Em 1889, o rei Humberto I de Itália e a sua consorte Margarida de Sabóia fizeram uma visita oficial a Nápoles. Enquanto passeavam pelas ruas do centro da cidade, ficaram surpreendidos com o aroma que emanava de algumas padarias. Como o protocolo não permitia que fizessem uma escala para provar as iguarias que cheiravam tão bem, os responsáveis pelas cozinhas dos Sabóia decidiram satisfazer a curiosidade das personagens régias, convidando Raffaele Esposito, cozinheiro da pizzaria Pietro e Basta Così, para as cozinhas do palácio real de Capodimonte, onde estava alojado o casal real.
Esposito propôs uma degustação de três pizzas: a “mastunicola” (literalmente “maestro Nicola”, que se pode traduzir como“o tio Nicolau”), composta por uma massa branca com manteiga, queijo de ovelha, manjericão e pimenta; outra de tomate e anchovas e, por fim, uma pizza de tomate, mozzarella e manjericão.

esposito

Raffaele Esposito e Maria Giovanna Brandi.

No dia seguinte, o pizzaiuolo recebeu uma carta de reconhecimento escrita pelo chefe do serviço de mesa da Casa Real que dizia: “Apreciado senhor Raffaele Esposito.

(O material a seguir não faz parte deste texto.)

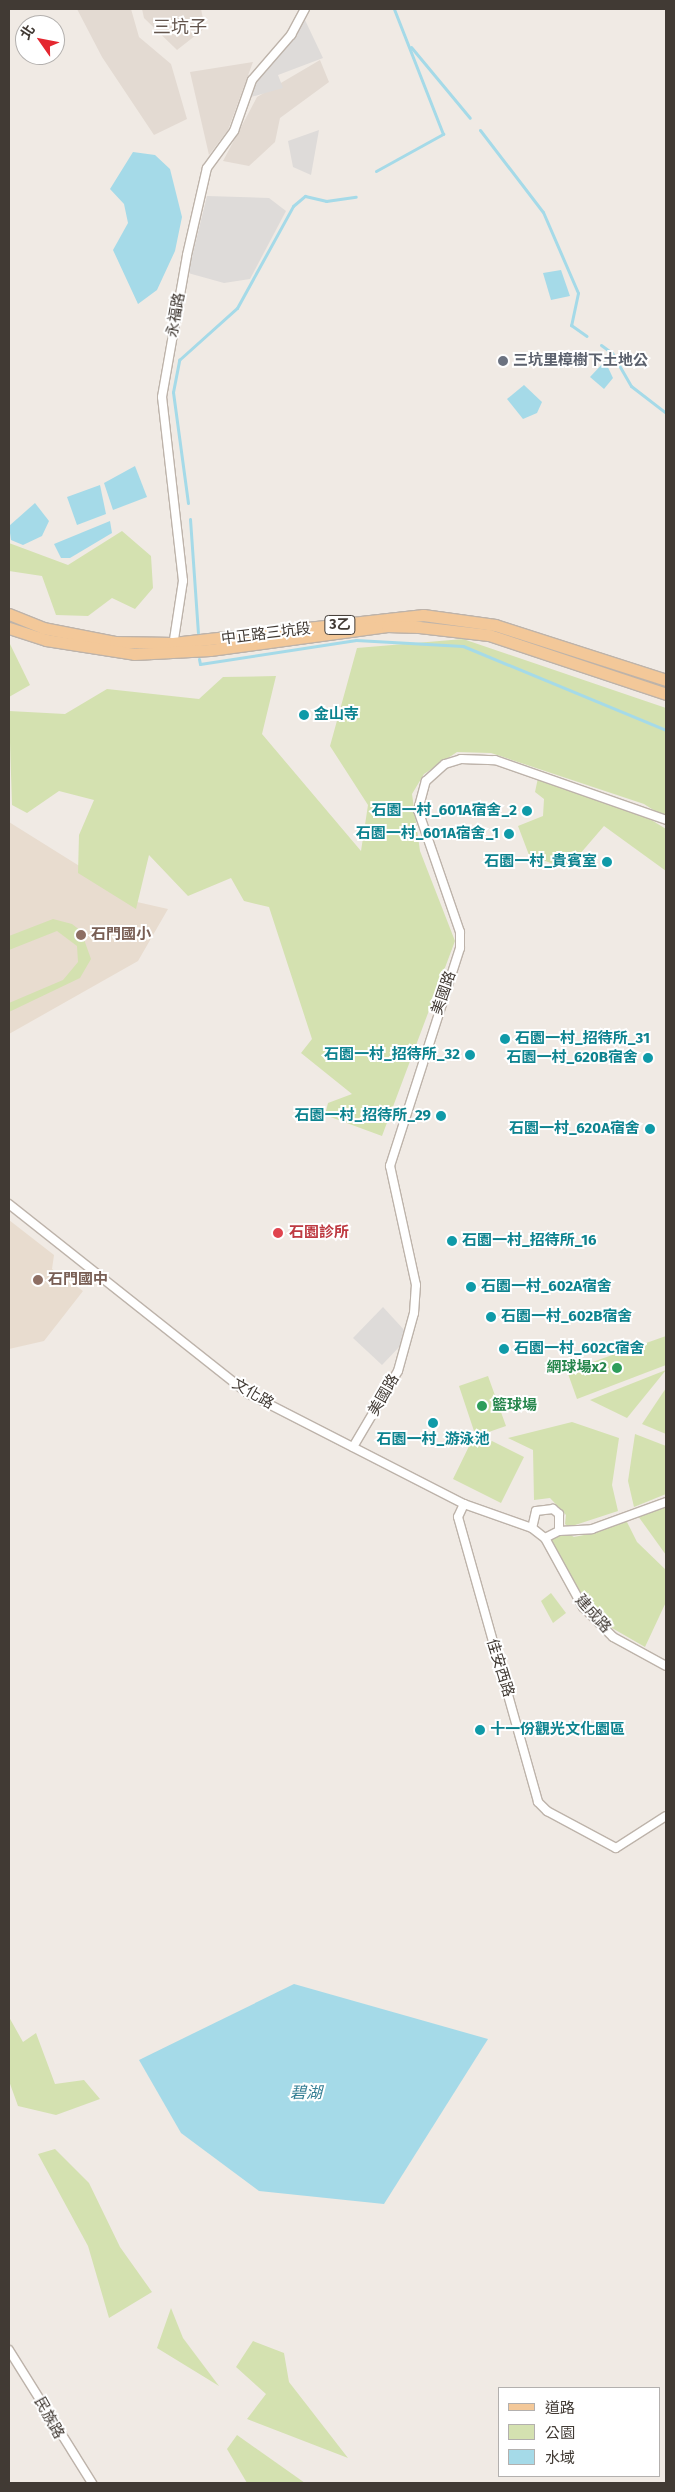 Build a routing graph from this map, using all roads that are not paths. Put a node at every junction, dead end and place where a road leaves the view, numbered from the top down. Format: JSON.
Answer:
{"nodes":[{"id":1,"x":305,"y":9,"type":"edge"},
{"id":2,"x":9,"y":614,"type":"edge"},
{"id":3,"x":9,"y":628,"type":"edge"},
{"id":4,"x":173,"y":647,"type":"junction"},
{"id":5,"x":666,"y":680,"type":"edge"},
{"id":6,"x":666,"y":694,"type":"edge"},
{"id":7,"x":666,"y":820,"type":"edge"},
{"id":8,"x":9,"y":1204,"type":"edge"},
{"id":9,"x":353,"y":1447,"type":"junction"},
{"id":10,"x":666,"y":1502,"type":"edge"},
{"id":11,"x":464,"y":1504,"type":"junction"},
{"id":12,"x":532,"y":1528,"type":"junction"},
{"id":13,"x":559,"y":1531,"type":"junction"},
{"id":14,"x":545,"y":1538,"type":"junction"},
{"id":15,"x":666,"y":1666,"type":"edge"},
{"id":16,"x":666,"y":1816,"type":"edge"},
{"id":17,"x":9,"y":2350,"type":"edge"},
{"id":18,"x":92,"y":2483,"type":"edge"}],
"edges":[{"from":1,"to":4,"type":"street","name":"永福路"},
{"from":2,"to":4,"type":"main road","name":"中正路三坑段","number":"3乙"},
{"from":3,"to":4,"type":"main road","name":"中正路三坑段","number":"3乙"},
{"from":4,"to":5,"type":"main road","name":"中正路三坑段","number":"3乙"},
{"from":4,"to":6,"type":"main road","name":"中正路三坑段","number":"3乙"},
{"from":7,"to":9,"type":"street","name":"美國路"},
{"from":8,"to":9,"type":"street","name":"文化路"},
{"from":9,"to":11,"type":"street","name":"文化路"},
{"from":10,"to":13,"type":"street"},
{"from":11,"to":12,"type":"street","name":"文化路"},
{"from":11,"to":16,"type":"street","name":"佳安西路"},
{"from":12,"to":13,"type":"street"},
{"from":12,"to":14,"type":"street","name":"文化路"},
{"from":13,"to":14,"type":"street"},
{"from":14,"to":15,"type":"street","name":"建成路"},
{"from":17,"to":18,"type":"street","name":"民族路"}]} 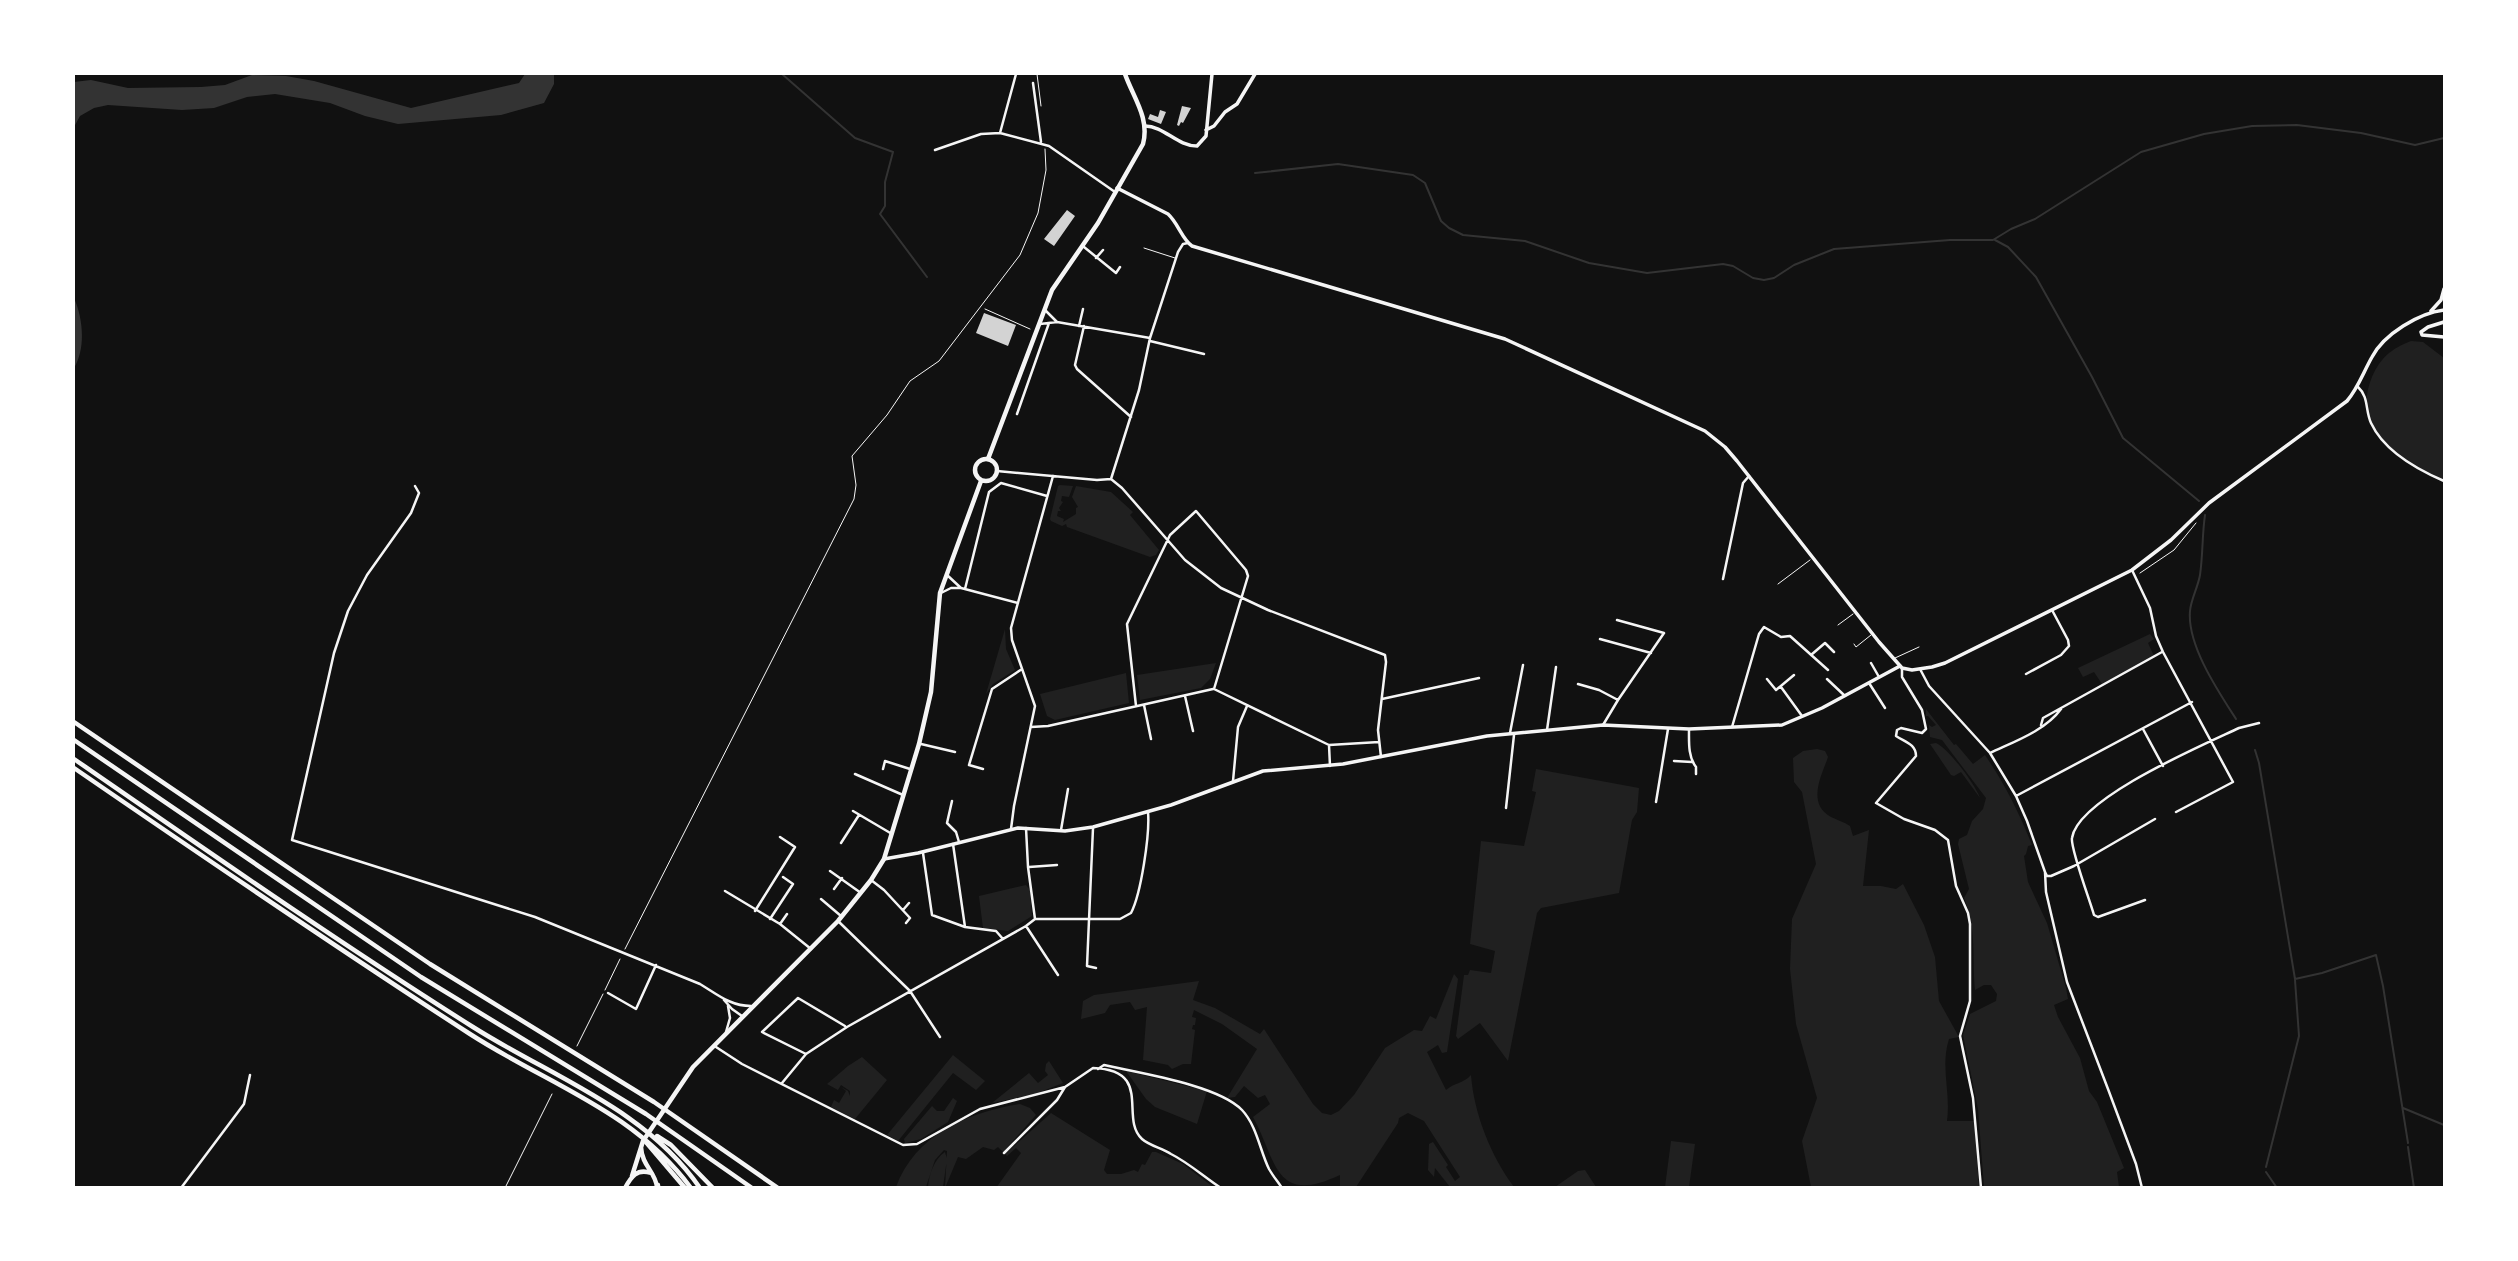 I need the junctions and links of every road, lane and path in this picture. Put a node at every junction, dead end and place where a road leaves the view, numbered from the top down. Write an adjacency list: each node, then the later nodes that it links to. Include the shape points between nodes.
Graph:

Confirmo que as três variedades de pizza que preparou para Sua Majestade a Rainha eram deliciosas.”

Em forma de flor

A história acrescenta que, embora as três pizzas fossem do seu agrado, a soberana mostrou preferência pela terceira, a de tomate, mozzarella e manjericão, e o cozinheiro napolitano agradeceu-lhe, dando o nome de Pizza Margarita àquele prato. O gesto de galanteria do napolitano talvez se tenha inspirado na apresentação da pizza, que originalmente era servida com finas fatias de mozzarella dispostas radialmente como pétalas de uma flor – uma margarida. Mas tinha também um significado político, uma vez que os ingredientes deste prato simples combinavam as cores da bandeira de Itália: vermelho (do tomate), verde (do manjericão) e o branco da base e do mozzarella.

vendedor de pizza

Vendedor de pizzas napolitano. Gravura da primeira metade do século XIX, realizada por Gaetano Dura.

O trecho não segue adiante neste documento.